Spreading depression-like events (type 2): time course and effect of 2-APV in a non-HS slice. Pairs of synchronous traces of [K⁺]_o and field potential are displayed. Changes of [K⁺]_o measured in millivolts were transferred into millimolar changes according to the Nernst equation. Calibration bars for size of changes in [K⁺]_o and field potential shifts (to the right of A) and for time (below D) apply to all traces. A, Last stimulation-associated and subsequent self-sustaining events. The trace started after 50 min of hilar stimulation and after 20 min of perfusion with 12 mm K⁺-containing ACSF. B, Twenty minutes later. C, Blocking effect of 2-APV after 20 min of application. D, Reappearance of less frequently occurring events, 40 min after washout of 2-APV. Numbers at the start of the traces indicate time of perfusion with high K⁺-containing ACSF. Hilar stimulation: 50 msec interval, 80% intensity, every 15 sec.

Figure 7.

Seizure-like events (type 4): time course and effect of low Ca²⁺-containing ACSF in an HS slice. The calibration bars for size of field potential shifts (to the right of A) and for time (below F) apply to all traces. Numbers at the right display the time course of the experiment.
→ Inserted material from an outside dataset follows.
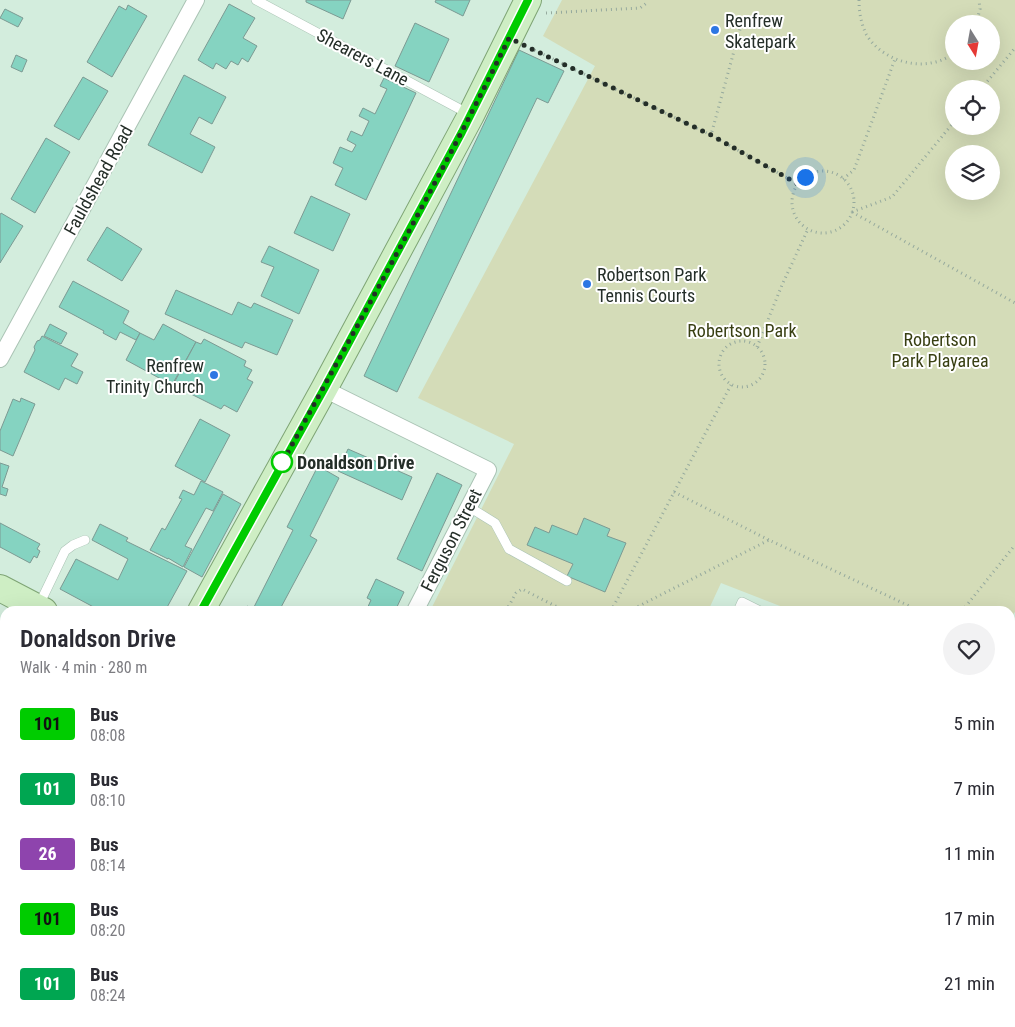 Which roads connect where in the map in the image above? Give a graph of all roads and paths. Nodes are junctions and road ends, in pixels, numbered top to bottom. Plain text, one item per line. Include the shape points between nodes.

A, Seizure-like events associated with paired hilar stimulation (50 msec interval, 80% intensity, every 15 sec; here, already 30 sec). B, Transition to self-sustained activity. C, Self-sustained seizure-like events. D, Effect of lowering the [Ca²⁺]_o to 0.2 mm. The events are blocked after 20 min of perfusion, but some slow field potential shifts remained. E, Complete suppression of ictaform activity. F, Reappearance of stimulus-associated events 20 min after solution change to normal Ca²⁺ in 10 mm K⁺-containing ACSF.